# What is expected
Pictures in the records below are skipped; the rest is copied exactly.

#### Material provided ####

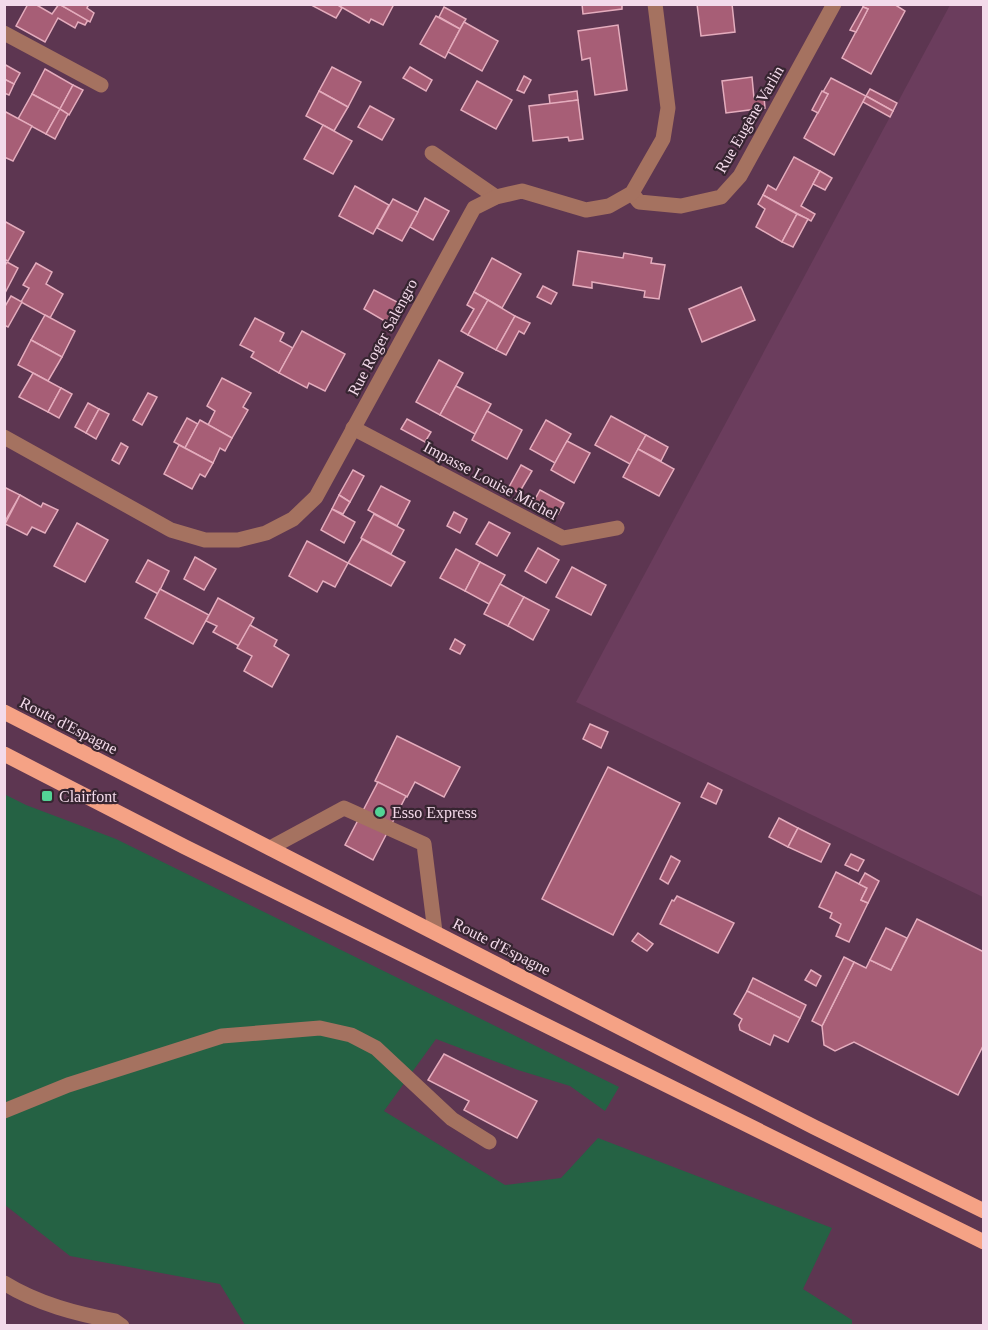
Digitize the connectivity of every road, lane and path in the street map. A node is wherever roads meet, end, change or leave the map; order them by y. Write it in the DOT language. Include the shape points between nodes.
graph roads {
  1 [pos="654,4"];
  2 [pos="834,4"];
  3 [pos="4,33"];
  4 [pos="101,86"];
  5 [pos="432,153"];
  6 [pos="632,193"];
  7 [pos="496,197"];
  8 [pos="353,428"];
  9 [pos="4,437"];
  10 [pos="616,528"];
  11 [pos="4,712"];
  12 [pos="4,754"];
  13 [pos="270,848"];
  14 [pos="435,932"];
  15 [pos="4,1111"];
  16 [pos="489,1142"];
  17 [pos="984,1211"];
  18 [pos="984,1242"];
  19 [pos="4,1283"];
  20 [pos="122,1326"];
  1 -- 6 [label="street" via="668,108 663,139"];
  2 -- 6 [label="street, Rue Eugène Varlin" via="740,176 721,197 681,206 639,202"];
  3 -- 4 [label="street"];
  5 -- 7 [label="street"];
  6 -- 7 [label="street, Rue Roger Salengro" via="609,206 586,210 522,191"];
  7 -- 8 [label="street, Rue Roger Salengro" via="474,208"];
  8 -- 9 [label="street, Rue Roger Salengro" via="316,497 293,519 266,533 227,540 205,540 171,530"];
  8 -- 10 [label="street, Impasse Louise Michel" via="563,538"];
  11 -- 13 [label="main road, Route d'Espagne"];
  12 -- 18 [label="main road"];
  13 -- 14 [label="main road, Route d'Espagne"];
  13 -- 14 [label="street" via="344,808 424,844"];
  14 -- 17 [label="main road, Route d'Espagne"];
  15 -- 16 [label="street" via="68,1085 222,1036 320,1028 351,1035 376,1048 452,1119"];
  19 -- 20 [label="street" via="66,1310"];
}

####

# Response
Digitize the connectivity of every road, lane and path in the street map. A node is wherever roads meet, end, change or leave the map; order them by y. Write it in the DOT language. Include the shape points between nodes.
graph roads {
  1 [pos="654,4"];
  2 [pos="834,4"];
  3 [pos="4,33"];
  4 [pos="101,86"];
  5 [pos="432,153"];
  6 [pos="632,193"];
  7 [pos="496,197"];
  8 [pos="353,428"];
  9 [pos="4,437"];
  10 [pos="616,528"];
  11 [pos="4,712"];
  12 [pos="4,754"];
  13 [pos="270,848"];
  14 [pos="435,932"];
  15 [pos="4,1111"];
  16 [pos="489,1142"];
  17 [pos="984,1211"];
  18 [pos="984,1242"];
  19 [pos="4,1283"];
  20 [pos="122,1326"];
  1 -- 6 [label="street" via="668,108 663,139"];
  2 -- 6 [label="street, Rue Eugène Varlin" via="740,176 721,197 681,206 639,202"];
  3 -- 4 [label="street"];
  5 -- 7 [label="street"];
  6 -- 7 [label="street, Rue Roger Salengro" via="609,206 586,210 522,191"];
  7 -- 8 [label="street, Rue Roger Salengro" via="474,208"];
  8 -- 9 [label="street, Rue Roger Salengro" via="316,497 293,519 266,533 227,540 205,540 171,530"];
  8 -- 10 [label="street, Impasse Louise Michel" via="563,538"];
  11 -- 13 [label="main road, Route d'Espagne"];
  12 -- 18 [label="main road"];
  13 -- 14 [label="main road, Route d'Espagne"];
  13 -- 14 [label="street" via="344,808 424,844"];
  14 -- 17 [label="main road, Route d'Espagne"];
  15 -- 16 [label="street" via="68,1085 222,1036 320,1028 351,1035 376,1048 452,1119"];
  19 -- 20 [label="street" via="66,1310"];
}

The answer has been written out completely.